Thursday, May 17, 2007

Loss of a Pet

As I said when I first started participating in KillerHobbies, I was delighted to be asked to join in even though I considered pets not hobbies but family.

One of my dear family members is now gone, and I’m teary-eyed as I write this. But then, I’ve been terribly sad for days.

I’d mentioned in my posting last week that my 13-year-old Cavalier King Charles Spaniel Sparquie had spent the last few days at the vet’s. She’d stopped eating, perhaps because she had nibbled on her bedding. Whether it resulted from that or something else, her main problem turned out to be an accordion-like section in her intestine. Perhaps it was caused by an obstruction, or a growth, or... well, there were several possibilities. But at her age, and the way she had been failing, we decided not to make her suffer through surgery to find out.

I’ve lost several Cavaliers over the many years they’ve owned me, and this has been the most difficult loss, particularly since it was the first time I had to make a decision when it was time for her to go. The only two males I’ve owned, Panda and Micquie, both dropped in their tracks just shy of their 10th birthdays. One female, Lucia, lived to age 16 and although I had her put to sleep, she’d had a massive stroke and would not have survived anyway, so there really was no other choice. Then Sparquie’s mom, Emily, died in my arms from a seizure. She’d been having other seizures so her passing wasn’t entirely unexpected.

According to the vet, Sparquie could have survived perhaps a day if we had brought her home once more, but she might have suffered. She certainly had little quality of life at the veterinary hospital and was clearly deteriorating. So, my husband Fred and I made the decision we felt we had to. There are many ways to refer to it--euthanasia. Putting her down. Putting her to sleep. Letting her cross the rainbow bridge. Whatever the euphemism, however it’s phrased, she is now gone from our life. But absolutely not forgotten.

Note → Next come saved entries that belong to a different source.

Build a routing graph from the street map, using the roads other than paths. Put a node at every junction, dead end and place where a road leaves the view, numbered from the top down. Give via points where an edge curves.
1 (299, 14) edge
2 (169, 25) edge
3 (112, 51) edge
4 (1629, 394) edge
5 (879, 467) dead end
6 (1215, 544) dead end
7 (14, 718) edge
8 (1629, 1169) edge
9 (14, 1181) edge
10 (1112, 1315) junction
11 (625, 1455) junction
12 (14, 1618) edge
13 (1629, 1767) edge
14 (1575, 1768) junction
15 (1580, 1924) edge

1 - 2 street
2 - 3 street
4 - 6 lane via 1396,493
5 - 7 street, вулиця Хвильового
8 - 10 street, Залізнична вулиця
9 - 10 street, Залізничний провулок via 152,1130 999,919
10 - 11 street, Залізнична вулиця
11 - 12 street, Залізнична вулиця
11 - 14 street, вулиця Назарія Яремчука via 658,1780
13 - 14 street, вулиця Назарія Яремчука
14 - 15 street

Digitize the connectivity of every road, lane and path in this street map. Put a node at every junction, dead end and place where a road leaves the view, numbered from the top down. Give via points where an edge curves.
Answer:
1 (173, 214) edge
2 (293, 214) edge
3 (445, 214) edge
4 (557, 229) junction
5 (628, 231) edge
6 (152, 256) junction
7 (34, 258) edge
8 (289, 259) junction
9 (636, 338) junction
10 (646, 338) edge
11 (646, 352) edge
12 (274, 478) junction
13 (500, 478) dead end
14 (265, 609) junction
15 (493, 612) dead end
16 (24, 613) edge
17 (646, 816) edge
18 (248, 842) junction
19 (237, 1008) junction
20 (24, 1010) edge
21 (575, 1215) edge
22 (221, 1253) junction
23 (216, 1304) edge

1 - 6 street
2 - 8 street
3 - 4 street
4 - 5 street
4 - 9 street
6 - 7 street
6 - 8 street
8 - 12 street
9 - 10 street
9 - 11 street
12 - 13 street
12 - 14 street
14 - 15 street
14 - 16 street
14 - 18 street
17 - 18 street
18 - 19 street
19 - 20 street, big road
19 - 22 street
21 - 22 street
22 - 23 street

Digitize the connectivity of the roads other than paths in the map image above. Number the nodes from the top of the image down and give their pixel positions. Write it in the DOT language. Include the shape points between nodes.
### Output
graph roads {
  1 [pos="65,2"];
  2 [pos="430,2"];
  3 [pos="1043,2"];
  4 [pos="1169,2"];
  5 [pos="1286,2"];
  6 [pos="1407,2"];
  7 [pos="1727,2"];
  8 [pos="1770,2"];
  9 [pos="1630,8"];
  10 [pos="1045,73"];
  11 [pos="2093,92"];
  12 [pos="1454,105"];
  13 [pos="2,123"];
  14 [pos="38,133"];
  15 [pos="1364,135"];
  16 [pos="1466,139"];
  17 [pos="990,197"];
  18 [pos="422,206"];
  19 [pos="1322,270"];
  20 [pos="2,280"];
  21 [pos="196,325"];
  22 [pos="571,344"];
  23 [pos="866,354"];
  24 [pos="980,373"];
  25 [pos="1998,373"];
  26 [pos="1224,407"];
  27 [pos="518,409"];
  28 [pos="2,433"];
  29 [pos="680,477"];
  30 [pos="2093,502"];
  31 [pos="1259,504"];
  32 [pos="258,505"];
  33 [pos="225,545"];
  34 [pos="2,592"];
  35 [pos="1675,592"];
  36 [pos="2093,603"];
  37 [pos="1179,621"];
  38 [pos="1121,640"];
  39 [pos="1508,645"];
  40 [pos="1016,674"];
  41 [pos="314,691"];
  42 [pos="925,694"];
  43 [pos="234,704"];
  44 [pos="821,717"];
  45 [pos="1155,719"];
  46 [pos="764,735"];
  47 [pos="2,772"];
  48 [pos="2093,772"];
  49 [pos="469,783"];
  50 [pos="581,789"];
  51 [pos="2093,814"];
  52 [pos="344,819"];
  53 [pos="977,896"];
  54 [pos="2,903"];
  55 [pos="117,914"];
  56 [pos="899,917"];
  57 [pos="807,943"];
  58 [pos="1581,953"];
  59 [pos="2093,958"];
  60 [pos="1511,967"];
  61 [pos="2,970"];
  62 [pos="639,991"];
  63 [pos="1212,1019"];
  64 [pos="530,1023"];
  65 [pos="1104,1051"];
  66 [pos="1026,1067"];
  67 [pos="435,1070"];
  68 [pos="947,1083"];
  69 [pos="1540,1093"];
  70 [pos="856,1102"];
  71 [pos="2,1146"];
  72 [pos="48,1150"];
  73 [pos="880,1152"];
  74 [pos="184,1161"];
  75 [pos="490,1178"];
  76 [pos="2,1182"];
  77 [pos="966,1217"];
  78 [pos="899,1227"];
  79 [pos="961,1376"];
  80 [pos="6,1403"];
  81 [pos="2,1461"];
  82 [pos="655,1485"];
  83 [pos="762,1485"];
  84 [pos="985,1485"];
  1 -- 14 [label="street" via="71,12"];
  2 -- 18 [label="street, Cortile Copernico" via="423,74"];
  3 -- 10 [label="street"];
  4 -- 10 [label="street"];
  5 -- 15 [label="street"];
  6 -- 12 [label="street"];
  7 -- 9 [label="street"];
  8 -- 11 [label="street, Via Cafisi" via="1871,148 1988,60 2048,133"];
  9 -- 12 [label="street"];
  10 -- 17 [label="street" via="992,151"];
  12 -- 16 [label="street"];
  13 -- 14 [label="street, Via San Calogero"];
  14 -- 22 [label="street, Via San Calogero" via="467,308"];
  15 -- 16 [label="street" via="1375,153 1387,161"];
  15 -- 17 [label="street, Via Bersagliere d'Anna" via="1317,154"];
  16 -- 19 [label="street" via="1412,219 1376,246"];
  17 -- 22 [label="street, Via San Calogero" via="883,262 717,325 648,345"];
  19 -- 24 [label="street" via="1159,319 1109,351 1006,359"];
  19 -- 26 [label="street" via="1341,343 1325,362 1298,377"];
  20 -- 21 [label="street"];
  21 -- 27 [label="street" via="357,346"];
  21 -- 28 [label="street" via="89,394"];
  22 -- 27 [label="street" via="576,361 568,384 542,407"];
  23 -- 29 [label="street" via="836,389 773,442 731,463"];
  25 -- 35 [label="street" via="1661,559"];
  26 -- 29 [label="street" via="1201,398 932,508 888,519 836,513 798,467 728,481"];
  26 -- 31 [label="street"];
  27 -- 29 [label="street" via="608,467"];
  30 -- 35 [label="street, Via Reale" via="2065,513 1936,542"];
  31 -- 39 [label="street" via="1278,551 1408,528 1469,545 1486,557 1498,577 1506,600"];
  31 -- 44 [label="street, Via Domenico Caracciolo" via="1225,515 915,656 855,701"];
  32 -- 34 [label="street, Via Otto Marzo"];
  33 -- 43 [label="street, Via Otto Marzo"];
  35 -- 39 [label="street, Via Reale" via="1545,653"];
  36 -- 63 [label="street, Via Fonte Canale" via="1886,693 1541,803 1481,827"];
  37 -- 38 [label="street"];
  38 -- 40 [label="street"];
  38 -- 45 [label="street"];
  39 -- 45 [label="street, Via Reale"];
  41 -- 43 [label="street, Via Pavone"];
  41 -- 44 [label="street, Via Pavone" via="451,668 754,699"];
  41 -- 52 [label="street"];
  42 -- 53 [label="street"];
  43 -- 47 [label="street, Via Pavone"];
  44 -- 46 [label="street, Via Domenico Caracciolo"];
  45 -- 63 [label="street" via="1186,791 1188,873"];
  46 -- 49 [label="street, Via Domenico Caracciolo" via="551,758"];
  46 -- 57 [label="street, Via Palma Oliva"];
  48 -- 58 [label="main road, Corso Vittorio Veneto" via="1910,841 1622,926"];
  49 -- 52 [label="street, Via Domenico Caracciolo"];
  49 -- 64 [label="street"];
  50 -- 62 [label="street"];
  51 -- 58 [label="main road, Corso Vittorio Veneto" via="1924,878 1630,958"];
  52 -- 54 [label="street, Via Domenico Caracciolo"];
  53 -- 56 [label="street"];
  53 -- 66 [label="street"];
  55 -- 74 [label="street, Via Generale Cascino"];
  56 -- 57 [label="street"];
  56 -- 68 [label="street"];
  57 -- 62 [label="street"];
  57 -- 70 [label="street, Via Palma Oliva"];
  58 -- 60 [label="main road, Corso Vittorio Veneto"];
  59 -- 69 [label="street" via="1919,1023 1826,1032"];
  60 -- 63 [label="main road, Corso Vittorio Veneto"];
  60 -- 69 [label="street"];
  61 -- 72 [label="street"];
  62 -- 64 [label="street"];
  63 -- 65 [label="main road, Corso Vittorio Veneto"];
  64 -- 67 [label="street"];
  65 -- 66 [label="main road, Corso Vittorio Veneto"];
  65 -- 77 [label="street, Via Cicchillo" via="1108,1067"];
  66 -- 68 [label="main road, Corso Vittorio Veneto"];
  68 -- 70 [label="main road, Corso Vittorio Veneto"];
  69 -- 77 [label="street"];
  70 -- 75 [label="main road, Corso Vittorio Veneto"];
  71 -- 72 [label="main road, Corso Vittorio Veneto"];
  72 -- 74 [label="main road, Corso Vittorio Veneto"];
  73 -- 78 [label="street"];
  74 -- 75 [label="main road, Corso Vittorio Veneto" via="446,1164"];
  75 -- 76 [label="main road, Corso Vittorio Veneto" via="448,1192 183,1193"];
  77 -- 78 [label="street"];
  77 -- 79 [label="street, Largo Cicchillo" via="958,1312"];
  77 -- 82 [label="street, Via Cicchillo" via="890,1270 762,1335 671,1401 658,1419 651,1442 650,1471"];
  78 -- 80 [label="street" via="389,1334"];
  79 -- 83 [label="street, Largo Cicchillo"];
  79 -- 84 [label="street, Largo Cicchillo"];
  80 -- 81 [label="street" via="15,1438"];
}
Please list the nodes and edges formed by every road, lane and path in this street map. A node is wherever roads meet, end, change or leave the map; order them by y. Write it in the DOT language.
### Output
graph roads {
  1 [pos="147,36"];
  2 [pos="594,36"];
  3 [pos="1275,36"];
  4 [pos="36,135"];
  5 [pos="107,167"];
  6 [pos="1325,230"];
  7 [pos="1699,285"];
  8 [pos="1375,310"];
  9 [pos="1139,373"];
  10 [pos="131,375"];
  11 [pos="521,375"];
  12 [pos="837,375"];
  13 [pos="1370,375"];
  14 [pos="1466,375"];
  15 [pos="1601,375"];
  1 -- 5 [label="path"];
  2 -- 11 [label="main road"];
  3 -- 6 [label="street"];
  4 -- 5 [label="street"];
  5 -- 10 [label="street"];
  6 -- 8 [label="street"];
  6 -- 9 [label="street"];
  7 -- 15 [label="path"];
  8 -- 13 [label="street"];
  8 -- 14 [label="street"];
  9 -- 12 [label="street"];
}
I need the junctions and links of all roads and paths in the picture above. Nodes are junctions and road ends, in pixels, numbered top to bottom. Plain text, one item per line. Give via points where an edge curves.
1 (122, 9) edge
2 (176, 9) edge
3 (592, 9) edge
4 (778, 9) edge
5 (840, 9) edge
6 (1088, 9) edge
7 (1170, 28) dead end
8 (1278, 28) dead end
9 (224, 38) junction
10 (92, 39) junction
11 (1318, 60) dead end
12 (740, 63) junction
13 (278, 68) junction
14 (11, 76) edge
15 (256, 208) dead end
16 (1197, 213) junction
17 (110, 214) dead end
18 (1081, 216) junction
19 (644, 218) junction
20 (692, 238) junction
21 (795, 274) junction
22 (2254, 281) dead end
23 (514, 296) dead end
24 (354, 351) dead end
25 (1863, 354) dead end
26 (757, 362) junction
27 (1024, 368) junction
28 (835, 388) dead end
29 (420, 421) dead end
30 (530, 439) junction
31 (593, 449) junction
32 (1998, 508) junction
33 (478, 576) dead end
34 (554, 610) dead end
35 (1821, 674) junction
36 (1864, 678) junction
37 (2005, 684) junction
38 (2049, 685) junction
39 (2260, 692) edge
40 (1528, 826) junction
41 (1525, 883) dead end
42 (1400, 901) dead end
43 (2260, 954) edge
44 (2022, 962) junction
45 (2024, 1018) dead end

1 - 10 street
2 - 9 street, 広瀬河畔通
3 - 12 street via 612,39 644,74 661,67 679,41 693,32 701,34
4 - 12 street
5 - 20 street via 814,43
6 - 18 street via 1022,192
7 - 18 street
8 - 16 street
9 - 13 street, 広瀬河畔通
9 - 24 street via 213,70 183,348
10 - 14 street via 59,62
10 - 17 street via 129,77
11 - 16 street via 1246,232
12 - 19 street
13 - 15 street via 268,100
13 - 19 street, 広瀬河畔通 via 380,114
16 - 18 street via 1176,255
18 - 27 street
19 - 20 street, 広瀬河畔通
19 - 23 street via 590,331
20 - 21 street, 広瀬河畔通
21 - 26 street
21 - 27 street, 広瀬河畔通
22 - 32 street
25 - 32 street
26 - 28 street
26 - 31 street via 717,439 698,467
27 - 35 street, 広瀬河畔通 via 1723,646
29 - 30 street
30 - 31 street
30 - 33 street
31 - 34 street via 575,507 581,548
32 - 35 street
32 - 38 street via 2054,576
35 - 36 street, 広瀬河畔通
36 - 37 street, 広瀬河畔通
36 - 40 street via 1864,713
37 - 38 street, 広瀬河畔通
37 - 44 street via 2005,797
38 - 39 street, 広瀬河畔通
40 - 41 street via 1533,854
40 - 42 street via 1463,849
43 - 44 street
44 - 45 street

I see her at our front door, demanding to be allowed onto the porch behind the wrought iron gate, her window onto the world. I feel her leap onto the sofa beside me in her favorite spot--insisting that Lexie move to my other side--and waiting to be petted, then rewarding me with a small kiss. I find her fluffy white fur everywhere and know that, when Lexie sniffs at some of my clothing, it’s her dear friend’s scent she senses, only adding to her confusion and obvious loneliness. I even took Lexie to the vet because her stomach was upset, and the only cause we could discern was stress. And loss.

Family and friends understand the loss and offer hugs and condolences for the loss of our dear pup. And I appreciate it. I know that passage of time will help, and so will lots of licks and hugs from Lexie.

But I really miss my Sparq.


--Linda

5 comments:

Sally J said...

Well, my eyes are wet, partly for you, but mostly for myself. We lost our dear Freya last year. We don't know if she got into the car by herself, or whether she didn't get out of the car when the kids did. She was almost nine years old, and had been our long-legged bundle of love for every day of those years.

I believe that animals go to heaven, and I believe that we will see Freya again, just as we will see all our other loved ones, two- and four-legged.

Take it easy, and get another dog when it feels right to you. Best wishes.

Deb Baker said...

I'm so sorry for your loss. Pets are such parts of us.

Joanna Campbell Slan said...

Oh, Linda, I am so sorry. I know how you feel. I still miss my co-author Kevin.

I wish I were close enough to give you a hug.

It takes a lot of courage to love something that won't live as long as we do.

Again, my deepest sympathies.

Linda O. Johnston said...

Thank you all. It helps that others understand!

--Linda

Monica Ferris said...

I remember going through a pile of old clothing I was planning to give away and coming across a sweater simply covered with cat hair -- the hair of a cat we had put down several years earlier. I don't know how it was overlooked for so long, but it was a source of both joy and pain to see it. Oh, Harley Quinn, you silly old cat!